HOW TO COMPLETE THIS TASK
All of the records below must be reproduced exactly, minus any pictures.

■ ■ ■ ■ ■

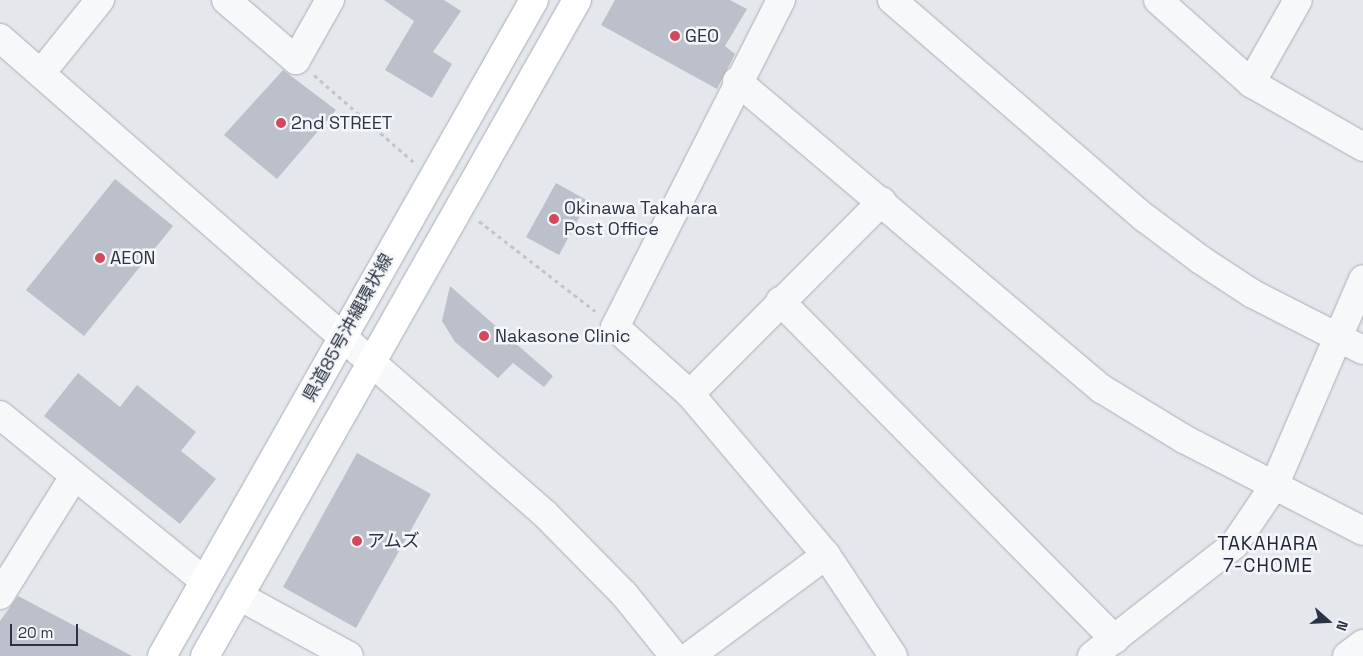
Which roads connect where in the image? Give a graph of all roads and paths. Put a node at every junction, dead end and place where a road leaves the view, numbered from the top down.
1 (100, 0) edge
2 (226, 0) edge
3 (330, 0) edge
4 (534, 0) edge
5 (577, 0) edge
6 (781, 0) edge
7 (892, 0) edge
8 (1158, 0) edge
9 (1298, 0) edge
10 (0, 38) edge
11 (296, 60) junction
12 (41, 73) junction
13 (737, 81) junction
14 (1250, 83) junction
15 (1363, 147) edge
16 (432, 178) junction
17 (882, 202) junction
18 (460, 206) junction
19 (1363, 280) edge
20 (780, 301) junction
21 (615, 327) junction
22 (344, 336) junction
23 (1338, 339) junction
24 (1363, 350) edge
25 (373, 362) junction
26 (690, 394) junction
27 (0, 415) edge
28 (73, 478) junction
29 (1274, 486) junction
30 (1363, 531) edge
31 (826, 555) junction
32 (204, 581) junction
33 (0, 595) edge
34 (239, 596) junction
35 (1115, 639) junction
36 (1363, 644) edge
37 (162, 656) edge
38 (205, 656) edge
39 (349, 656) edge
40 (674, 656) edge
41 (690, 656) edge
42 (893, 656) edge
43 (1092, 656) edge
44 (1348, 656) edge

■ ■ ■ ■ ■

WORKED SOLUTION
Which roads connect where in the image? Give a graph of all roads and paths. Put a node at every junction, dead end and place where a road leaves the view, numbered from the top down.
1 (100, 0) edge
2 (226, 0) edge
3 (330, 0) edge
4 (534, 0) edge
5 (577, 0) edge
6 (781, 0) edge
7 (892, 0) edge
8 (1158, 0) edge
9 (1298, 0) edge
10 (0, 38) edge
11 (296, 60) junction
12 (41, 73) junction
13 (737, 81) junction
14 (1250, 83) junction
15 (1363, 147) edge
16 (432, 178) junction
17 (882, 202) junction
18 (460, 206) junction
19 (1363, 280) edge
20 (780, 301) junction
21 (615, 327) junction
22 (344, 336) junction
23 (1338, 339) junction
24 (1363, 350) edge
25 (373, 362) junction
26 (690, 394) junction
27 (0, 415) edge
28 (73, 478) junction
29 (1274, 486) junction
30 (1363, 531) edge
31 (826, 555) junction
32 (204, 581) junction
33 (0, 595) edge
34 (239, 596) junction
35 (1115, 639) junction
36 (1363, 644) edge
37 (162, 656) edge
38 (205, 656) edge
39 (349, 656) edge
40 (674, 656) edge
41 (690, 656) edge
42 (893, 656) edge
43 (1092, 656) edge
44 (1348, 656) edge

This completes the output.